Я мысленно крякнул — гулять так гулять!
— Тридцать… четыре?
Она лучезарно улыбнулась:
— Льстец! — Капельку погрустнела: — Увы, уже тридцать восемь…
— Не может быть! — запротестовал я.
— И тем не менее. Но все уверяют, что выгляжу я неплохо.
— Все? — невинно уточнил я.
Снова заливистый хохоток:
— А вы остряк! Ну, пусть не все — но многие.
Я
— Пожалуй. — Придвинул стул. — Позволите? — Но тут же спохватился: — Простите, может, мне отвернуться, а вы… — И деликатно показал на грудь. Свою.
Она махнула рукой:
— Да ладно. Всё равно у меня здесь ничего нет, я так и пришла.
Я изумился:
— Где — "ничего нет"?! А-а-а, в смысле одежды. Ну, тогда конечно… Только вот боюсь, что если нагрянет Владимир Евгеньевич, ему это не очень понравится.
Женщина округлила глаза:
— Вовику?!
— "Вовику"?! — округлил свои и я, но сразу же врубился. — А-а, ну да, понятно…
— Что вы-что вы! — жаворонком щебетала меж тем она. — Вовик у меня совсем не ревнивый. Когда мы с ним пять лет назад поженились…
— Миль пардон! — не выдержал я. — Это вам, значит, было…
— Тридцать три, — поспешно сказала она. — А Вовику… — зарделась, — пятьдесят девять. Так вот, я сразу поставила ему условие — не ревновать. Слышите?
— Слышу, — кивнул я, думал про себя, что что-то явно не тянет "Вовик" на шестьдесят четыре, и не исключено, что одна из главных причин того (помимо больных почек) находится сейчас передо мной. А впрочем, еще не известно, как буду выглядеть я сам, when I" m sixty four1.
— …и заверяю вас, — продолжала она. — За все эти годы я не дала Вовику ни малейшего повода для ревности. Ни ма-лей-ше-го! — Это прозвучало торжественно и гордо.

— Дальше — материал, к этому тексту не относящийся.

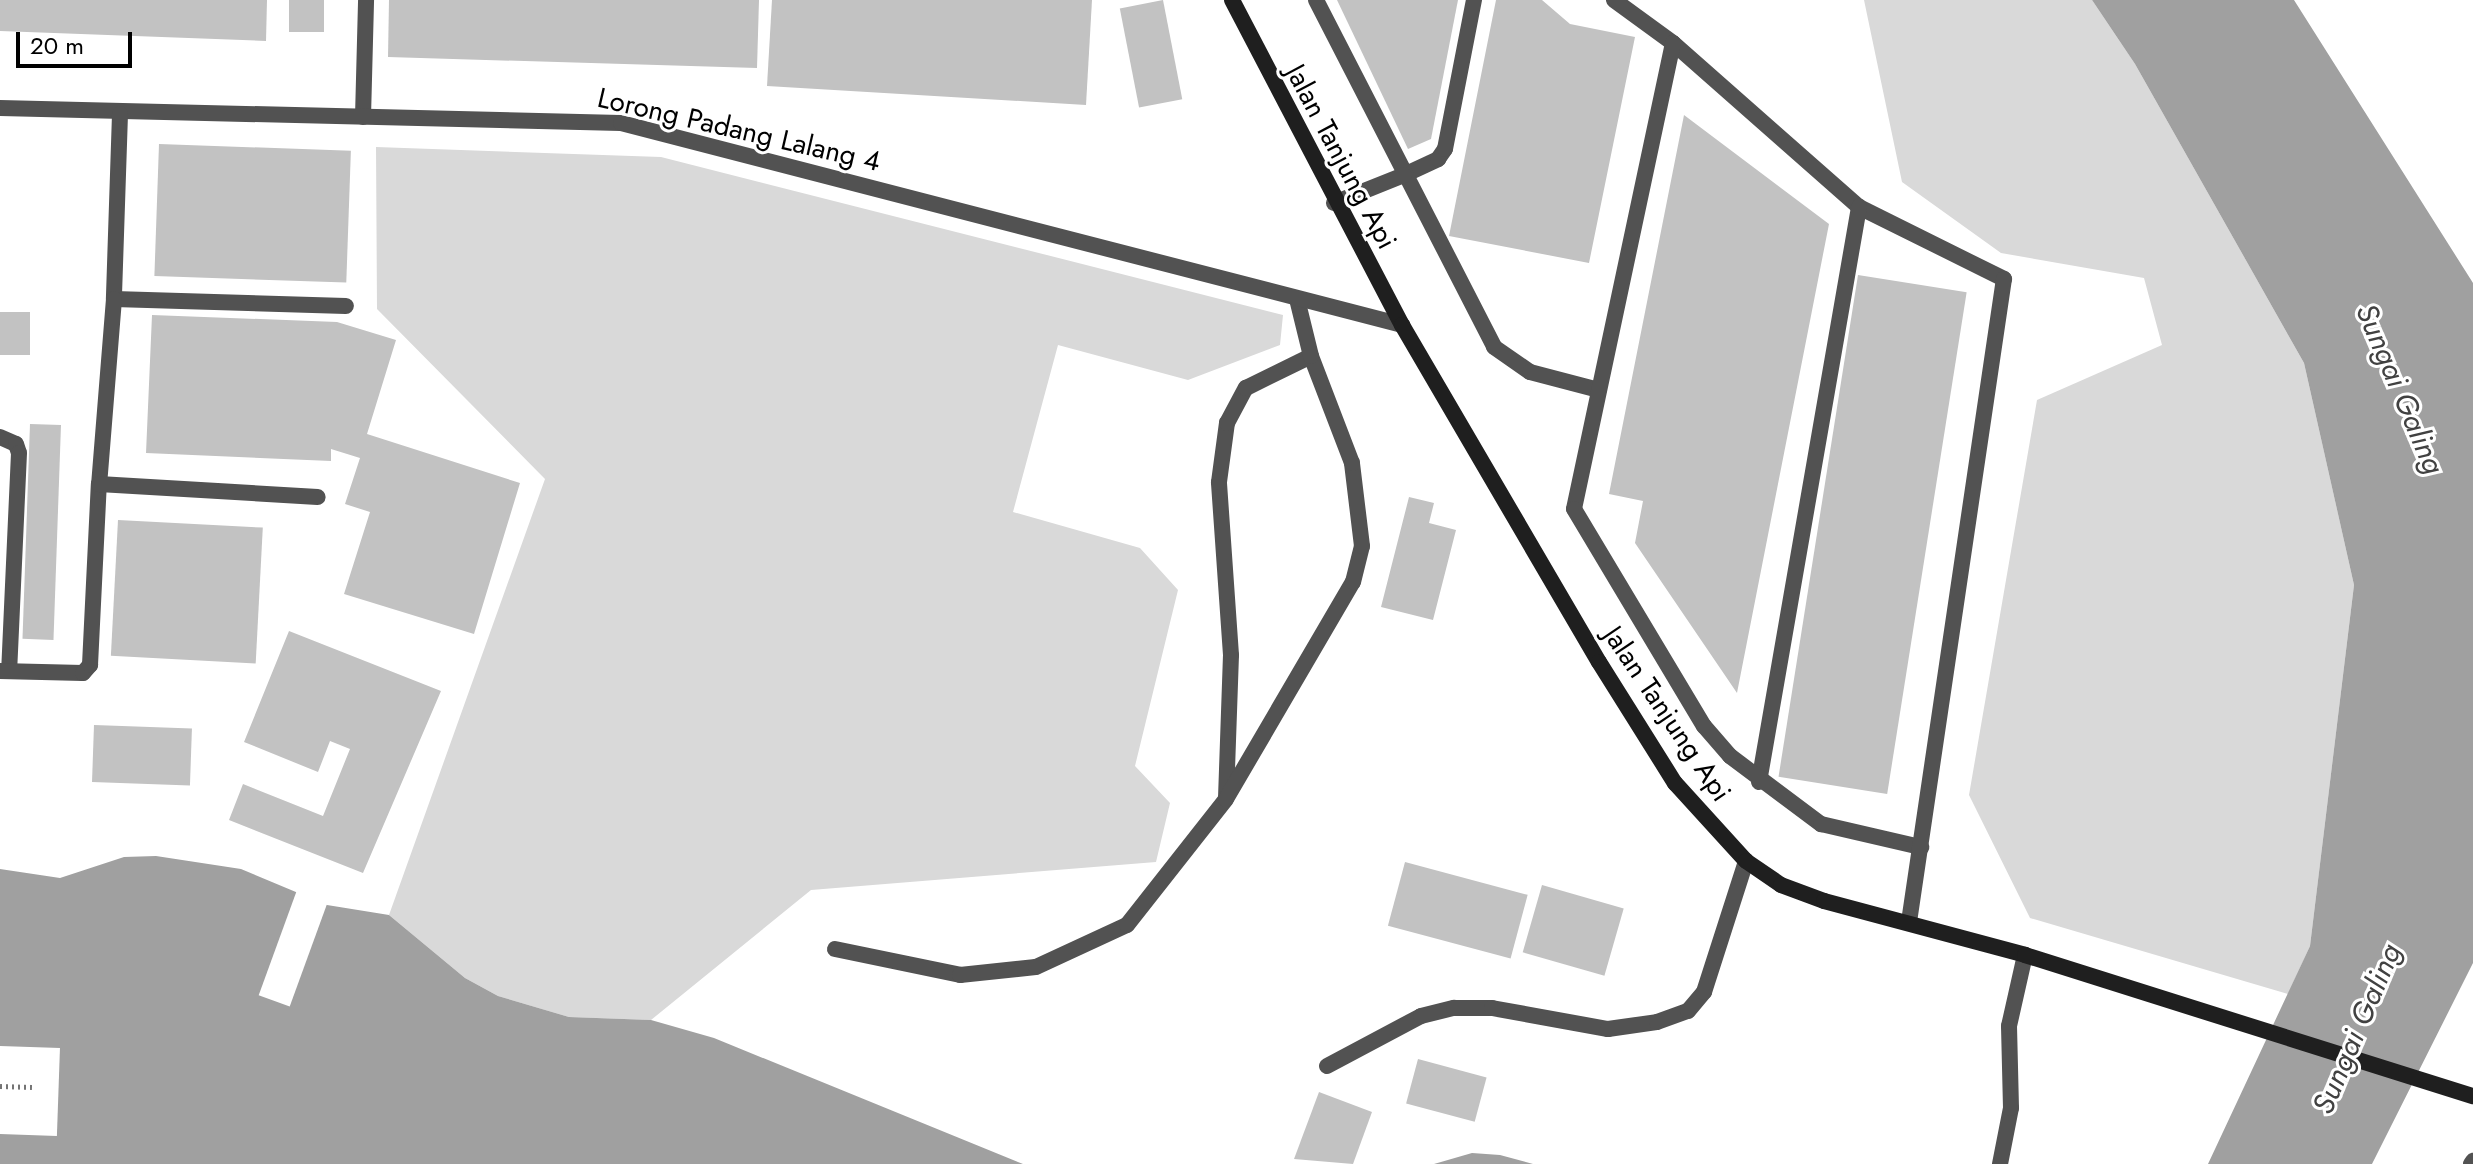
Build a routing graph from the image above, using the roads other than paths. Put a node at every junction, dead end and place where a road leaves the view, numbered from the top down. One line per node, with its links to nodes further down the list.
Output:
1 (366, 0): 9 (street)
2 (1232, 0): 11 (street, Jalan Tanjung Api)
3 (1316, 0): 10 (street)
4 (1474, 0): 10 (street)
5 (1614, 0): 6 (street)
6 (1673, 43): 12 (street); 18 (street)
7 (0, 108): 8 (street, Lorong Padang Lalang 4)
8 (120, 114): 9 (street, Lorong Padang Lalang 4); 13 (street)
9 (363, 117): 14 (street, Lorong Padang Lalang 4)
10 (1404, 175): 11 (street); 18 (street)
11 (1334, 203): 16 (street, Jalan Tanjung Api)
12 (1859, 207): 23 (street); 25 (street)
13 (114, 299): 15 (street); 20 (street)
14 (1297, 299): 16 (street, Lorong Padang Lalang 4); 17 (street)
15 (346, 306)
16 (1402, 325): 26 (street, Jalan Tanjung Api)
17 (1311, 356): 24 (street); 24 (street)
18 (1599, 390): 23 (street)
19 (0, 437): 22 (street)
20 (99, 484): 21 (street); 22 (street)
21 (318, 497)
22 (4, 671)
23 (1759, 782): 25 (street)
24 (1226, 799): 28 (street)
25 (1921, 847): 27 (street)
26 (1746, 861): 27 (street, Jalan Tanjung Api); 30 (street)
27 (1909, 922): 29 (street, Jalan Tanjung Api)
28 (835, 949)
29 (2025, 955): 31 (street, Jalan Tanjung Api); 32 (street)
30 (1327, 1066)
31 (2470, 1095)
32 (2000, 1164)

Очень торжественно и очень гордо.
— Ну ясное дело, — согласился я. — А как же иначе. Простите, а мать Риты…
Скорбь на красивом лице:
— Мать Риточки и Людмилы… — Пояснила: — Это старшая дочь Вовика, она живет в Москве.
— Да-да, — сказал я. — Кажется, там имеется еще и внучка?

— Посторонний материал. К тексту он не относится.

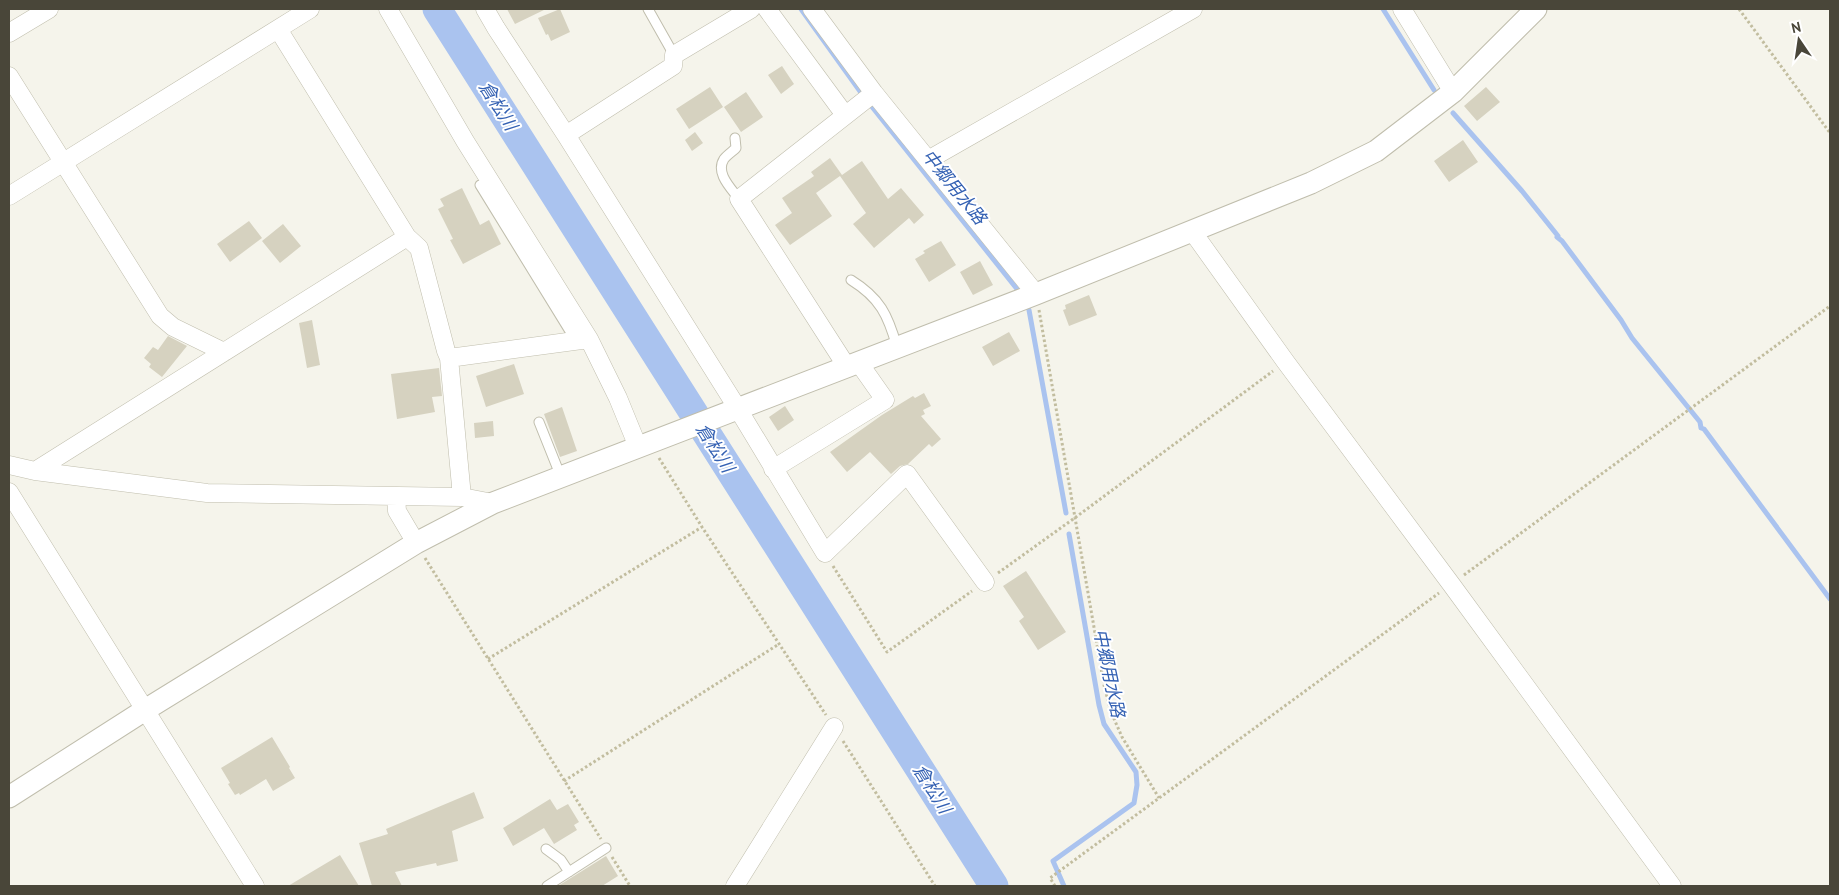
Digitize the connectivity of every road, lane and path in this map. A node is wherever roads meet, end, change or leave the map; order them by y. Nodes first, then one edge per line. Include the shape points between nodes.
1 (49, 9) edge
2 (310, 9) edge
3 (388, 9) edge
4 (485, 9) edge
5 (648, 9) edge
6 (751, 9) edge
7 (767, 9) edge
8 (812, 9) edge
9 (1193, 9) edge
10 (1402, 9) edge
11 (1536, 9) edge
12 (1739, 9) edge
13 (278, 29) junction
14 (9, 33) edge
15 (674, 55) junction
16 (9, 76) edge
17 (1454, 92) junction
18 (874, 93) junction
19 (845, 115) junction
20 (1830, 133) edge
21 (566, 135) junction
22 (735, 138) dead end
23 (928, 160) junction
24 (64, 162) junction
25 (480, 185) dead end
26 (9, 196) edge
27 (739, 199) junction
28 (1192, 231) junction
29 (407, 237) junction
30 (851, 280) dead end
31 (1036, 294) junction
32 (582, 340) junction
33 (897, 348) junction
34 (224, 352) junction
35 (450, 358) junction
36 (1285, 361) junction
37 (853, 365) junction
38 (736, 410) junction
39 (539, 422) dead end
40 (644, 445) junction
41 (9, 464) edge
42 (773, 469) junction
43 (35, 472) junction
44 (561, 477) junction
45 (9, 492) edge
46 (396, 496) junction
47 (462, 497) junction
48 (493, 503) junction
49 (1076, 518) junction
50 (702, 527) junction
51 (416, 543) junction
52 (825, 553) junction
53 (985, 582) junction
54 (779, 644) junction
55 (488, 659) junction
56 (145, 710) junction
57 (834, 727) junction
58 (564, 781) junction
59 (9, 797) edge
60 (1159, 798) dead end
61 (606, 848) junction
62 (546, 849) dead end
63 (569, 872) junction
64 (1050, 878) dead end
65 (255, 886) edge
66 (547, 886) edge
67 (630, 886) edge
68 (735, 886) edge
69 (935, 886) edge
70 (1055, 886) edge
71 (1672, 886) edge

1 - 14 street
2 - 13 street
3 - 32 street
4 - 21 street
5 - 15 lane
6 - 15 street
7 - 19 street
8 - 18 street
9 - 23 street
10 - 17 street
11 - 17 street
12 - 20 path
13 - 24 street
13 - 29 street
15 - 21 street via 673,66
16 - 24 street
17 - 28 street via 1376,151 1311,183
18 - 19 street
18 - 23 street
19 - 27 street
21 - 38 street
22 - 27 lane via 736,148 724,158 722,173
23 - 31 street
24 - 26 street
24 - 34 street via 160,316 173,327
25 - 32 lane
27 - 37 street
28 - 31 street
28 - 36 street
29 - 34 street
29 - 35 street via 418,248
30 - 33 lane via 878,302 890,321
31 - 33 street
31 - 49 path
32 - 35 street
32 - 40 street
33 - 37 street
34 - 43 street
35 - 47 street
36 - 49 path
36 - 71 street
37 - 38 street
37 - 42 street via 885,400
38 - 40 street
38 - 42 street
39 - 44 lane
40 - 44 street
40 - 50 path
41 - 43 street
42 - 52 street
43 - 46 street via 206,493
44 - 48 street
45 - 56 street
46 - 47 street
46 - 51 street via 397,511
47 - 48 street
48 - 51 street
49 - 53 path
49 - 60 path via 1111,712 1122,737
50 - 54 path
50 - 55 path
51 - 55 path
51 - 56 street
52 - 53 path via 887,652
52 - 53 street via 907,474
54 - 57 path
54 - 58 path
55 - 58 path
56 - 59 street
56 - 65 street
57 - 68 street
57 - 69 path
58 - 61 path
61 - 63 lane
61 - 67 path
62 - 63 lane via 561,860
63 - 66 lane
64 - 70 path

Моя собеседница вновь расцвела:
— Конечно-конечно. Прекрасная, прекрасная девушка! Студентка, спортсменка…
— Комсомолка, красавица… — пробубнил я себе под нос.
— Что?
— Ничего-ничего! Продолжайте.
Она опять тяжко вздохнула:
— Так вот, мать девочек давно умерла. Риточка еще училась в школе. У бедняжки было слабое сердце…
(Небось Паук довел, вяло подумал я.)
— Господи! — воскликнула вдруг она таким драматическим голосом, что я подпрыгнул. — Господи, но мы же с вами до сих пор не познакомились! — А впрочем, — лукаво улыбнулась она, — ваше-то имя мне известно.
Я галантно привстал:
— Весьма польщен! — И оттолкнул подбежавшего в очередной раз поделиться какой-то своей собачьей радостью, возможно, новой победой над Гердой, Джона. — Весьма!
Она протянула руку, формально придерживая шарфик на груди.
— А меня зовут Татьяна Николаевна… То есть, Татьяна, — моментально поправилась она. — Но, разумеется,
для своих — просто Таня.— Очень приятно, — заверил я, думая про себя, что, невзирая на неоспоримую соблазнительность новой знакомой, до "Тани", пожалуй, все же лучше не добираться, остановившись в крайнем случае на "Татьяне", и задал, показывая на пистолет, вполне нейтральный вопрос: — А… это, извиняюсь, зачем?
Татьяна Николаевна пожала округлыми шоколадными плечиками:
— Господи, да бред, конечно, но Вовик настаивает, говорит, мало ли что.
(Так-так, значит, для Тани Николаевны образ и стиль жизни горячо любимого супруга отнюдь не секрет.)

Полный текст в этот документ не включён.